### ASSIGNED TASK
Please report how many lines in the data underneath hold the word "strong", with no other text.

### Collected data
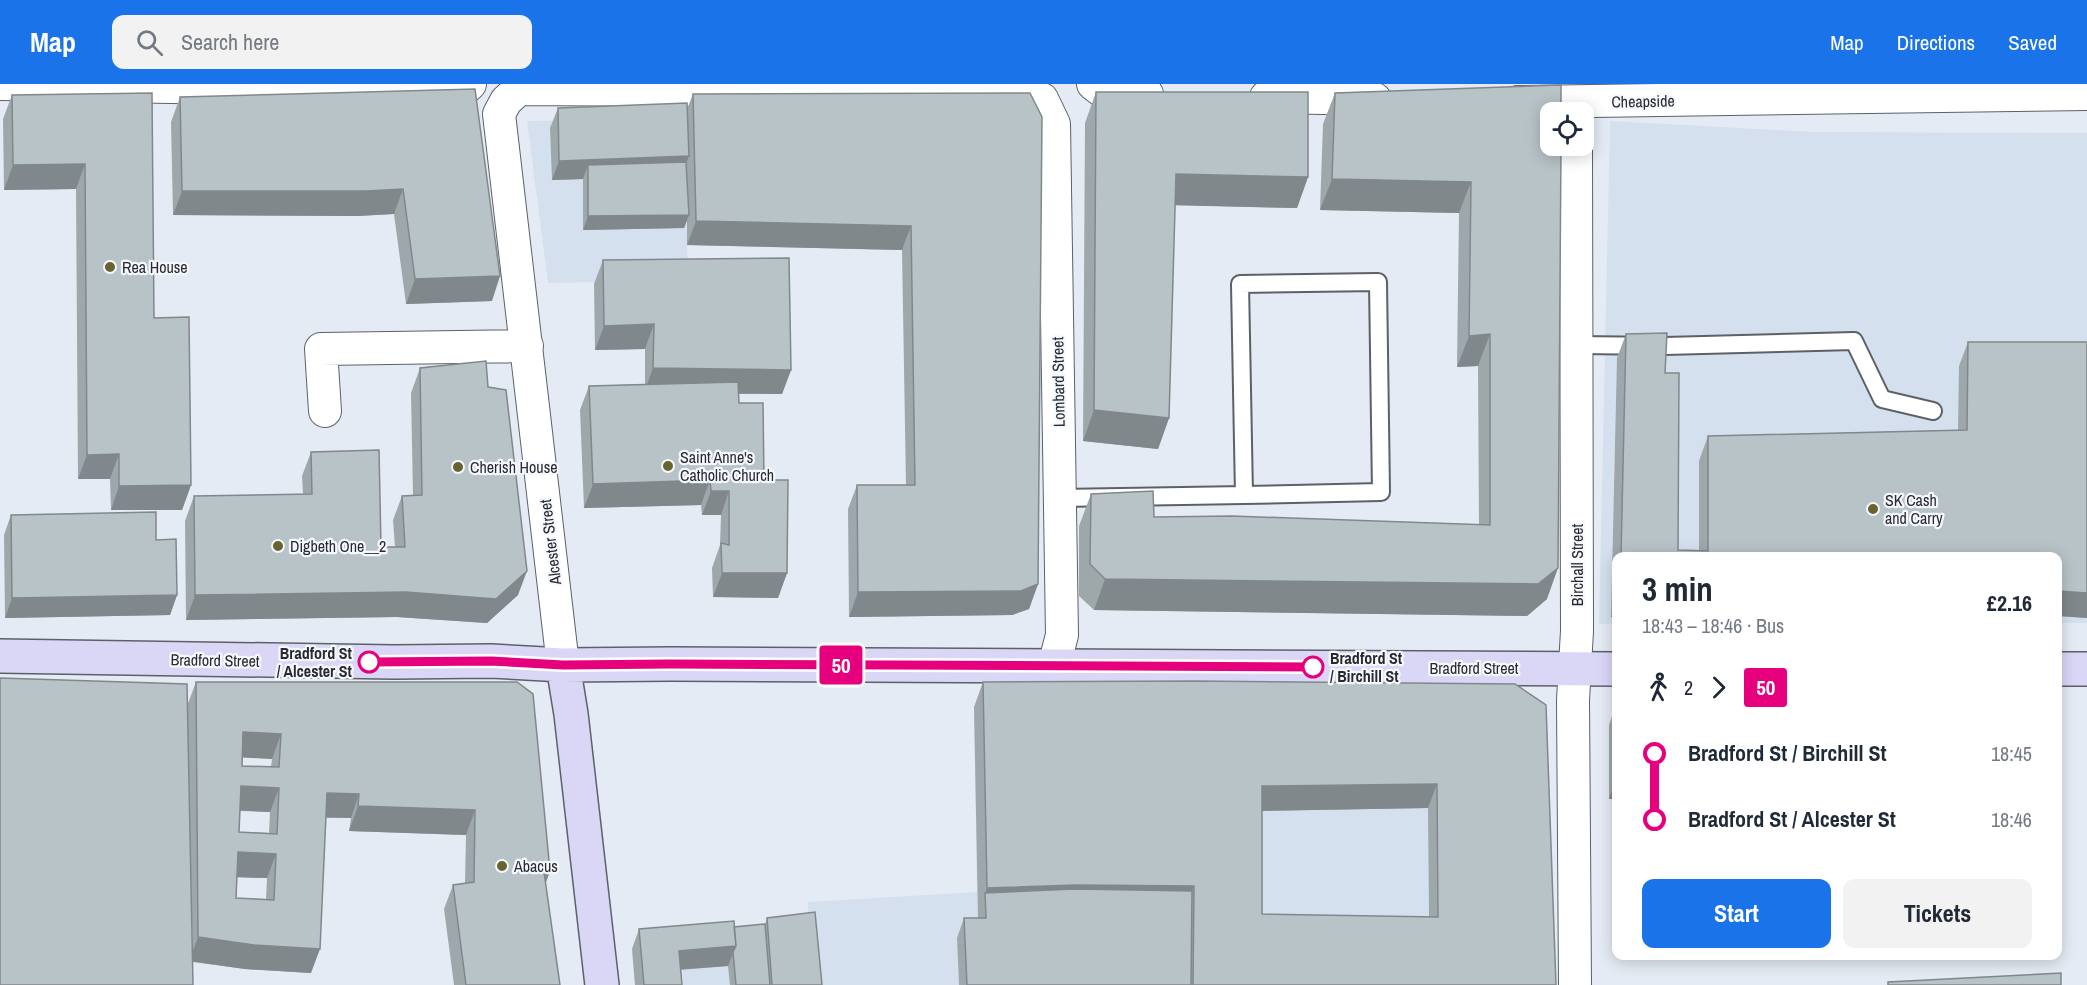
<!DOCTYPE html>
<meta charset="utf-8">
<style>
body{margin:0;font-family:"Archivo Narrow",sans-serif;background:#f2f2f3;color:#1f2937;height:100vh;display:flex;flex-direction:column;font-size:22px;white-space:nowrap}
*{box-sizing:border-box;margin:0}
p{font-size:20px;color:#747a83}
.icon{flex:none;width:33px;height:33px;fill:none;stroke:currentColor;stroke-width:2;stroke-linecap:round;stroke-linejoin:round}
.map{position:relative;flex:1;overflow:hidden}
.side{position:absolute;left:1612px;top:468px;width:450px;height:408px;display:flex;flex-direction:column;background:#fff;border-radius:12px;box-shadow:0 3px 15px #0003}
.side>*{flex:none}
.badge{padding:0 12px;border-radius:4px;font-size:21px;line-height:39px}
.controls{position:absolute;left:1540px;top:18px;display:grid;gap:12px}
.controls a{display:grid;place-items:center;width:54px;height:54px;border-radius:12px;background:#fff;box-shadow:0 3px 15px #0003;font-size:30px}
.map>.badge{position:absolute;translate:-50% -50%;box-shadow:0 0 0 3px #fff}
.legs{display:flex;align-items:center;gap:9px;height:66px;padding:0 30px;font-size:20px}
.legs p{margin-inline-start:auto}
.summary{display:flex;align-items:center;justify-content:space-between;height:102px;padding:0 30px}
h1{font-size:33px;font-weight:700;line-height:45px}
.action{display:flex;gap:12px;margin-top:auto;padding:12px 30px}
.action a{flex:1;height:69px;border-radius:12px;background:#1a73e8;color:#fff;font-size:24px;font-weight:700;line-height:69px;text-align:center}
.action a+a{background:#f2f2f3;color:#1f2937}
ul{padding:0 30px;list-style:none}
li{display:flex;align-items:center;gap:21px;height:66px;font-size:22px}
li i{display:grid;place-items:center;width:9px;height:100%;margin:0 8px;background:currentColor}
li i::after{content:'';width:15px;height:15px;margin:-8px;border:4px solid;border-radius:50%;background:#fff}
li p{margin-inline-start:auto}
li:first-child i{background:linear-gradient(#0000 50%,currentColor 0)}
li:last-child i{background:linear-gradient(currentColor 50%,#0000 0)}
header{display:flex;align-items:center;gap:36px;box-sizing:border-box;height:84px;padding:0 30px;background:#1a73e8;color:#fff}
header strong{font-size:28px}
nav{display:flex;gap:33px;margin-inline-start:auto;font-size:21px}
.search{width:420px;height:54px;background:#f2f2f3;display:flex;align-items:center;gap:15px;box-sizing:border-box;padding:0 21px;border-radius:12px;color:#747a83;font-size:22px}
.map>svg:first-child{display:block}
</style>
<header>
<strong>Map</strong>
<div class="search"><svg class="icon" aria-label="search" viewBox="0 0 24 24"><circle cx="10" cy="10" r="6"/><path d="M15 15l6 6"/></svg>Search here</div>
<nav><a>Map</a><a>Directions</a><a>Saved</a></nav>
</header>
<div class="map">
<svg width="2087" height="901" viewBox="0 0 2087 901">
<rect width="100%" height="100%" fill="#e5ebf4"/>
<path fill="#d5e0ef" d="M684 34 688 196 548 199 527 37Z
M1610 37 1813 48 2087 49V539H2058V472H1617V540H1599Z
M1185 622 1536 625 1546 901H635L632 865 760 854 808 847V818L977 808 974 623Z"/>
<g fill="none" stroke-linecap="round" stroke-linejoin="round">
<g stroke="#5c6168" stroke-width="20">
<path id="lane" d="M1577 261 1665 262 1854 257 1882 315 1933 327
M1060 414 1244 411 1240 200 1378 198 1381 408 1244 411"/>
</g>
<g stroke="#5c6168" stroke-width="34">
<path id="street" d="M0 0 461 8 470 0
M1093 0 1106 10H1147
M1266 13 1375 15
M1518 18 2087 10
M325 327 321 265 527 262
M563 581 499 30 506 17 519 5 1017 8 1042 15 1054 40 1062 551 1054 582
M1575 901 1573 616 1577 547 1576 62"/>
</g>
<g stroke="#5c6168" stroke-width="36">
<path id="secondary" d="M0 572 394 578 491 577 563 581 671 580 1617 585
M563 581 571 630 602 901
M2058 585H2087"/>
</g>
<use href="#lane" stroke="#fff" stroke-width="16"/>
<use href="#street" stroke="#fff" stroke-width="32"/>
<use href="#secondary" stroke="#dad6f6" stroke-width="33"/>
</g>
<path fill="#9ea8ab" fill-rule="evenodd" d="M1561 1 1547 515 1527 532 1094 526 1079 512V442L1091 410 1154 433 1479 441 1478 282 1457 283 1459 129 1320 126 1323 40 1335 9Z
M475 5 492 217 406 220 394 130 357 132 173 131 171 38 180 13Z
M1096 8 1308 93 1297 124 1175 121 1169 334 1158 365 1083 357 1085 39Z
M152 9 154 234 191 401 182 426H111L110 395H78L76 105 4 106 3 35 12 11Z
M1030 9 1038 500 1029 525 1012 531 849 533 848 425 857 401H906L902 166 687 161V137L684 144 583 146V95L552 96 550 44 558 24 687 25 693 10Z
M603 176 791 286 782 310H739V319L764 396 787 489 778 514 713 513 712 484 720 461 721 431H702L701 421 584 424 580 326 589 302 645 300V265L595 266 594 200Z
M1626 250 1665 289 1678 466 1699 467V377L1708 352 1958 346 1959 282 1968 258H2087V534L2058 532V472H1617V533H1611L1617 274Z
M420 284 488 303 518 511 487 539 397 533 186 536 185 437 194 412 303 410 302 392 311 368 381 463H395L393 436 402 412H413L411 309Z
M11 431 156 456 177 511 170 531 5 534 4 451Z
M196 598H517L550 787 545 800 560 901H454L444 825 453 801 465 799 466 751 349 747 351 734H326L311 889 245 885 193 878 187 622ZM242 673 272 675 271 683 242 682ZM240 727 270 728 269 749 239 748ZM237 793 267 794 266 815 236 814Z
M983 598 1515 600 1556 901H959L957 854 964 834H978L974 623ZM1428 724 1429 833 1262 830V727Z
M1616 621 1617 715H1609V641Z
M767 834 822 901H730L728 882 680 886 682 901H635L632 865 639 845 734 843 765 840Z"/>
<path fill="#81888b" d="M689 72 681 92 588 81 583 95 552 96 559 77Z
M85 80 76 105 4 106 13 81Z
M1176 90 1308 93 1297 124 1165 121Z
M1332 95 1471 98 1459 129 1320 126Z
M403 105 394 130 357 132 173 131 182 107Z
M689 131 684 144 583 146 588 132Z
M696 137 911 142 902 166 687 161Z
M500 192 492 217 406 220 415 195Z
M654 240 645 265 595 266 604 242Z
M1490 250 1478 282 1457 283 1469 252Z
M653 284 791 286 782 310 644 309Z
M1094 326 1169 334 1158 365 1083 357Z
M119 370 110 395H78L87 371Z
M710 396 701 421 584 424 593 400Z
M191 401 182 426H111L119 402Z
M711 407H729L721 431H702Z
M1558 484 1547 515 1527 532 1094 526 1105 495Z
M527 487 518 511 487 539 397 533 186 536 195 511Z
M722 489H787L778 514 713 513Z
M1038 500 1029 525 1012 531 849 533 858 508Z
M2058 507 2087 509V534L2058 532Z
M177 511 170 531 5 534 12 514Z
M1617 517V533H1611Z
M243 648 281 650 272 675 234 673Z
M1616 696H1617V715H1609Z
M1437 700 1428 724 1253 727 1262 702Z
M241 702 279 704 270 728 232 726Z
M327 709 359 710 351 734 319 733Z
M358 722 475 726 466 751 349 747Z
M238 768 276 770 267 794 229 793Z
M550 787 541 812 544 788Z
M1076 801 1194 802 1185 827 985 809 987 804Z
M198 853 320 865 311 889 245 885 189 877Z
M736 862 728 882 672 886 679 867Z"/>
<path fill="#b8c3c7" stroke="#81888b" stroke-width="1.5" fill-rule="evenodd" d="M1561 1V28H1551V62H1561L1558 484 1538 500 1105 495 1090 480 1091 410 1153 407 1154 433 1232 432 1490 441V250L1469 252 1471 98 1332 95 1335 9Z
M475 5 500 192 415 195 403 105 366 107H182L180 13Z
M1096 8H1308V93L1176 90 1169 334 1094 326Z
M152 9 154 234 189 233 191 401 119 402V370L87 371 85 80 13 81 12 11Z
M1030 9 1042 33 1038 500 1021 507 858 508 857 401H915L911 142 696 137 693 10Z
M687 19 689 72 559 77 558 24Z
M686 78 689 131 588 132V81Z
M789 174 791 286 653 284 654 240 604 242 603 176Z
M1667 249 1665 289H1679L1678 466 1708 467V352L1967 346 1968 258H2087V509L2058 507V472H1621L1626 250Z
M486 277 488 303 506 306 527 487 496 515 406 508 195 511 194 412 312 410 311 368 379 366 381 463H405L402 412 422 411 420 284Z
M738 298 739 319H763L764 396H788L787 489H722L721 459 729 461V407H711L710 396 593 400 589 302Z
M156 428V456L176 455 177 511 12 514 11 431Z
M0 594 187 600 193 901H0Z
M1195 597 1515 600 1546 621 1556 901H1193L1194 802 1076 801 987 804 983 598ZM1437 700 1438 833 1262 830V702Z
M196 598H517L533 610 550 787 544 788 560 901H466L453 801 474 798 475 726 358 722 359 710 327 709 320 865 254 861 198 853ZM243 648 281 650 279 683 242 682ZM241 702 279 704 277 750 239 748ZM238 768 276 770 274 816 236 814Z
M1616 621H1617V696H1616Z
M1075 805 1192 807 1191 901H967L964 834H986L985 809Z
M815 828 822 901H772L767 834Z
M734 837 736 862 679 867 682 901H644L639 845Z
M765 840 770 901H736L733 868 736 862 734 843Z
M2061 889V901H1888V898Z"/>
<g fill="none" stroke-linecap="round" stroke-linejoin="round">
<g stroke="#fff" stroke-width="14">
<path id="line-1" d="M369 578 491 577 563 581 670 580 1313 583"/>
</g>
<use href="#line-1" stroke="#e6007e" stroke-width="9"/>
</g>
<g fill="#676430" stroke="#f5f8fe" stroke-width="2">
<circle cx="110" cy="183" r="6"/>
<circle cx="668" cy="382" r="6"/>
<circle cx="458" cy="383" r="6"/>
<circle cx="1873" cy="425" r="6"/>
<circle cx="278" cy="462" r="6"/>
<circle cx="502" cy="782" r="6"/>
</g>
<g fill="#fff" stroke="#e6007e" stroke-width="3">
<circle cx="369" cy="578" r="10"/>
<circle cx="1313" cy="583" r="10"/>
</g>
<g text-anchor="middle" stroke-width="4.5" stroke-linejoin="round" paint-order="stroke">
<g font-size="16" fill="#282a2d" stroke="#f5f8fe">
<text transform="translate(1643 17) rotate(-1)" y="6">Cheapside</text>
<text transform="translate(1058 298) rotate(-91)" y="6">Lombard Street</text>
<text transform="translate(550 458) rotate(-97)" y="6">Alcester Street</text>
<text transform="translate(1577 481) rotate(-90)" y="6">Birchall Street</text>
<text transform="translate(215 576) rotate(1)" y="6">Bradford Street</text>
<text x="1474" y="590">Bradford Street</text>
</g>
<g font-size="16" fill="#282a2d" stroke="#f5f8fe" text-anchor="start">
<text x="122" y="189">Rea House</text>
<text x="680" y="379">Saint Anne's<tspan x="680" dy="18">Catholic Church</tspan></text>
<text x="470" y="389">Cherish House</text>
<text x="1885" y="422">SK Cash<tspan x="1885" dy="18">and Carry</tspan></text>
<text x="290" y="468">Digbeth One__2</text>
<text x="514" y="788">Abacus</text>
</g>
<g font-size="16" font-weight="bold" fill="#282a2d" stroke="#f5f8fe" text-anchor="end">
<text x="352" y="575">Bradford St<tspan x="352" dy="18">/ Alcester St</tspan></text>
<text x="1330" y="580" text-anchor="start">Bradford St<tspan x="1330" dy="18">/ Birchill St</tspan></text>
</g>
</g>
</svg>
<div class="controls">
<a><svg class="icon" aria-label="locate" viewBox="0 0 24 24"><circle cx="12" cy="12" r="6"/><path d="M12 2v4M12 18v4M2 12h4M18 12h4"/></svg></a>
</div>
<b class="badge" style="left:841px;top:581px;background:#e6007e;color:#fff">50</b>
<section class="side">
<div class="summary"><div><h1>3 min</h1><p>18:43 – 18:46 · Bus</p></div><b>£2.16</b></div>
<div class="legs"><svg class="icon" aria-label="walk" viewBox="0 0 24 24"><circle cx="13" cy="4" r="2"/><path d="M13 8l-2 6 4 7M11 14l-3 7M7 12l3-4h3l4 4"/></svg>2<svg class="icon" aria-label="forward" viewBox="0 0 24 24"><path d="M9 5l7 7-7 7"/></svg><b class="badge" style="background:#e6007e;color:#fff">50</b></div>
<ul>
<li><i style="color:#e6007e"></i><b>Bradford St / Birchill St</b><p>18:45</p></li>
<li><i style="color:#e6007e"></i><b>Bradford St / Alcester St</b><p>18:46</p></li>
</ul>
<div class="action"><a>Start</a><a>Tickets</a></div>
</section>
</div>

### EXERCISE ANSWER
2